Work required: Word for word, restate the entries below, but exclude the images.

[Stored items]

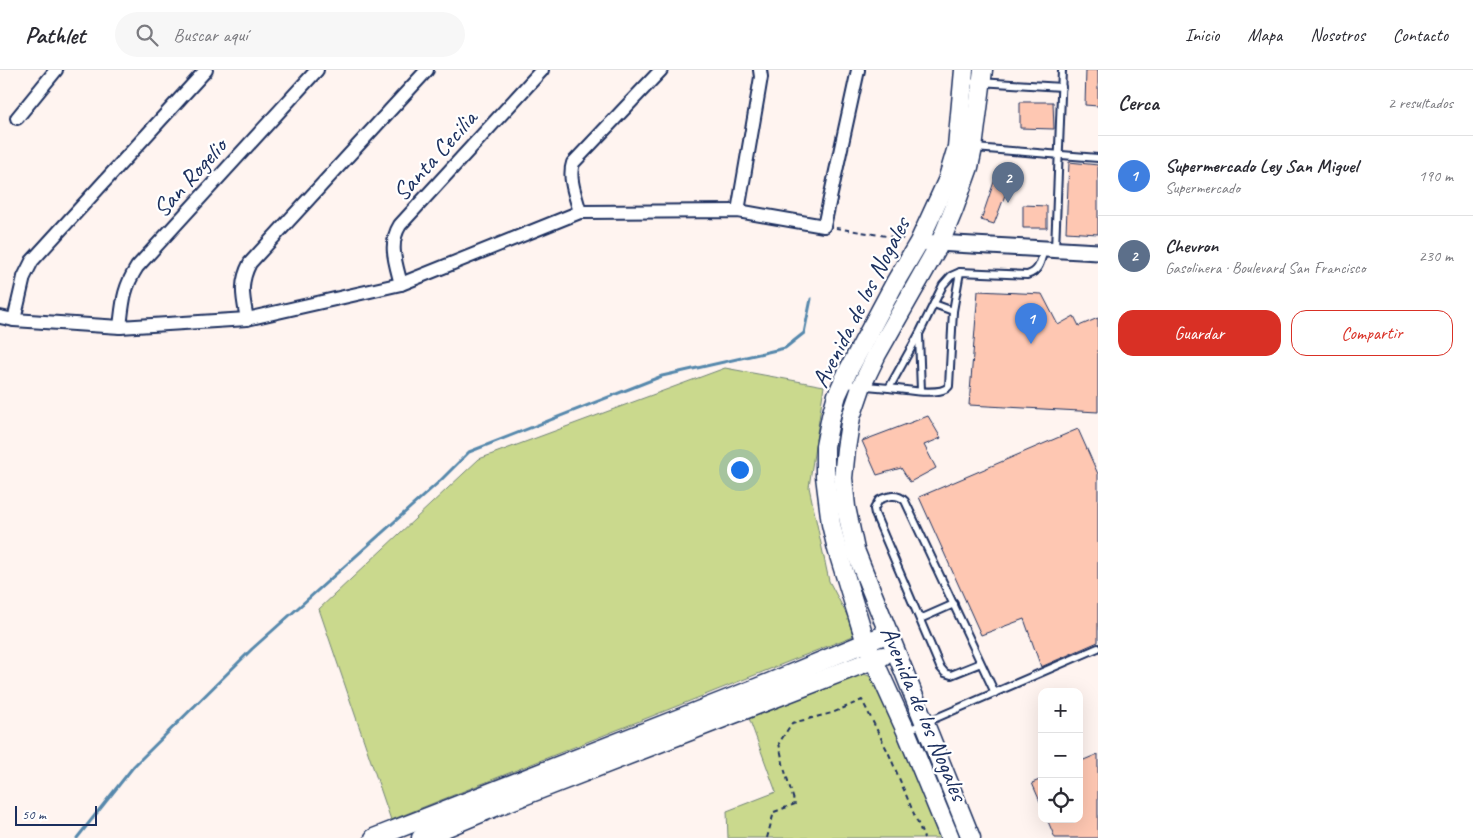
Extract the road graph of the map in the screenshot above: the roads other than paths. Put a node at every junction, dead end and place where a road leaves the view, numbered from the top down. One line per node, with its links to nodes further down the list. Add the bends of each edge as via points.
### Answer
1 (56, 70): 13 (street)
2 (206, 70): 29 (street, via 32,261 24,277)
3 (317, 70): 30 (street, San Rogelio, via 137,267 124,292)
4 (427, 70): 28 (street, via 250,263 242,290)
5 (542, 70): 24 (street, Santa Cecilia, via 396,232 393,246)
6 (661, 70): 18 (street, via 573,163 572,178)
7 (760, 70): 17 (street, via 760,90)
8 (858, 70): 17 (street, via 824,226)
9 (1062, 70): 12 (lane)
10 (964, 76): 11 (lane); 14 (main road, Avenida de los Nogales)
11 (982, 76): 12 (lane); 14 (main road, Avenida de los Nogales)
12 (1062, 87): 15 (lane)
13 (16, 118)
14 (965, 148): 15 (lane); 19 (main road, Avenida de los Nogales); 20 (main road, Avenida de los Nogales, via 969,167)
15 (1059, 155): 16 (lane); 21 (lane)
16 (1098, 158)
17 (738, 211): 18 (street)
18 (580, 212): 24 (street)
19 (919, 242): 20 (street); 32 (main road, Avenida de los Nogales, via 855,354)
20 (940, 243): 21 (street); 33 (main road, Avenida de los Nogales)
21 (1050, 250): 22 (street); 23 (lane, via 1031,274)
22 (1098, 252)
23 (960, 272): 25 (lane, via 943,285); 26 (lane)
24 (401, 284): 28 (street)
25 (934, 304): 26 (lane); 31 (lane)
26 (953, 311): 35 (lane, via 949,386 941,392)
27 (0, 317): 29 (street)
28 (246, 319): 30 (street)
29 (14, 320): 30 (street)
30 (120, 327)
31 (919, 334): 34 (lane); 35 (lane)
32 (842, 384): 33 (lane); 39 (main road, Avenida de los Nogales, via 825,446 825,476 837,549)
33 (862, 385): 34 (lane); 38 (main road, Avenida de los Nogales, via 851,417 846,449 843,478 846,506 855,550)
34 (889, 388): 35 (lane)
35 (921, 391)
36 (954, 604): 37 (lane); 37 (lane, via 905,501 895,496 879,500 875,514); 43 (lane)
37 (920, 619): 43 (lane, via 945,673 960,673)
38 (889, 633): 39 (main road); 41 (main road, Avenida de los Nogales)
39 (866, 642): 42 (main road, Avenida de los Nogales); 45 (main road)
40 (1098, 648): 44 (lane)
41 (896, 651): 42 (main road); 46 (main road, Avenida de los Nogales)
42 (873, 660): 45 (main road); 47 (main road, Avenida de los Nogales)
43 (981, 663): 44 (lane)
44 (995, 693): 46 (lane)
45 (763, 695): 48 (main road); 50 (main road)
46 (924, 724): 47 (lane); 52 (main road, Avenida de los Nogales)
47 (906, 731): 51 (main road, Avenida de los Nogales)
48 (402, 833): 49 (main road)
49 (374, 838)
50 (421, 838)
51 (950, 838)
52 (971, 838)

Written solution:
Extract the road graph of the map in the screenshot above: the roads other than paths. Put a node at every junction, dead end and place where a road leaves the view, numbered from the top down. One line per node, with its links to nodes further down the list. Add the bends of each edge as via points.
### Answer
1 (56, 70): 13 (street)
2 (206, 70): 29 (street, via 32,261 24,277)
3 (317, 70): 30 (street, San Rogelio, via 137,267 124,292)
4 (427, 70): 28 (street, via 250,263 242,290)
5 (542, 70): 24 (street, Santa Cecilia, via 396,232 393,246)
6 (661, 70): 18 (street, via 573,163 572,178)
7 (760, 70): 17 (street, via 760,90)
8 (858, 70): 17 (street, via 824,226)
9 (1062, 70): 12 (lane)
10 (964, 76): 11 (lane); 14 (main road, Avenida de los Nogales)
11 (982, 76): 12 (lane); 14 (main road, Avenida de los Nogales)
12 (1062, 87): 15 (lane)
13 (16, 118)
14 (965, 148): 15 (lane); 19 (main road, Avenida de los Nogales); 20 (main road, Avenida de los Nogales, via 969,167)
15 (1059, 155): 16 (lane); 21 (lane)
16 (1098, 158)
17 (738, 211): 18 (street)
18 (580, 212): 24 (street)
19 (919, 242): 20 (street); 32 (main road, Avenida de los Nogales, via 855,354)
20 (940, 243): 21 (street); 33 (main road, Avenida de los Nogales)
21 (1050, 250): 22 (street); 23 (lane, via 1031,274)
22 (1098, 252)
23 (960, 272): 25 (lane, via 943,285); 26 (lane)
24 (401, 284): 28 (street)
25 (934, 304): 26 (lane); 31 (lane)
26 (953, 311): 35 (lane, via 949,386 941,392)
27 (0, 317): 29 (street)
28 (246, 319): 30 (street)
29 (14, 320): 30 (street)
30 (120, 327)
31 (919, 334): 34 (lane); 35 (lane)
32 (842, 384): 33 (lane); 39 (main road, Avenida de los Nogales, via 825,446 825,476 837,549)
33 (862, 385): 34 (lane); 38 (main road, Avenida de los Nogales, via 851,417 846,449 843,478 846,506 855,550)
34 (889, 388): 35 (lane)
35 (921, 391)
36 (954, 604): 37 (lane); 37 (lane, via 905,501 895,496 879,500 875,514); 43 (lane)
37 (920, 619): 43 (lane, via 945,673 960,673)
38 (889, 633): 39 (main road); 41 (main road, Avenida de los Nogales)
39 (866, 642): 42 (main road, Avenida de los Nogales); 45 (main road)
40 (1098, 648): 44 (lane)
41 (896, 651): 42 (main road); 46 (main road, Avenida de los Nogales)
42 (873, 660): 45 (main road); 47 (main road, Avenida de los Nogales)
43 (981, 663): 44 (lane)
44 (995, 693): 46 (lane)
45 (763, 695): 48 (main road); 50 (main road)
46 (924, 724): 47 (lane); 52 (main road, Avenida de los Nogales)
47 (906, 731): 51 (main road, Avenida de los Nogales)
48 (402, 833): 49 (main road)
49 (374, 838)
50 (421, 838)
51 (950, 838)
52 (971, 838)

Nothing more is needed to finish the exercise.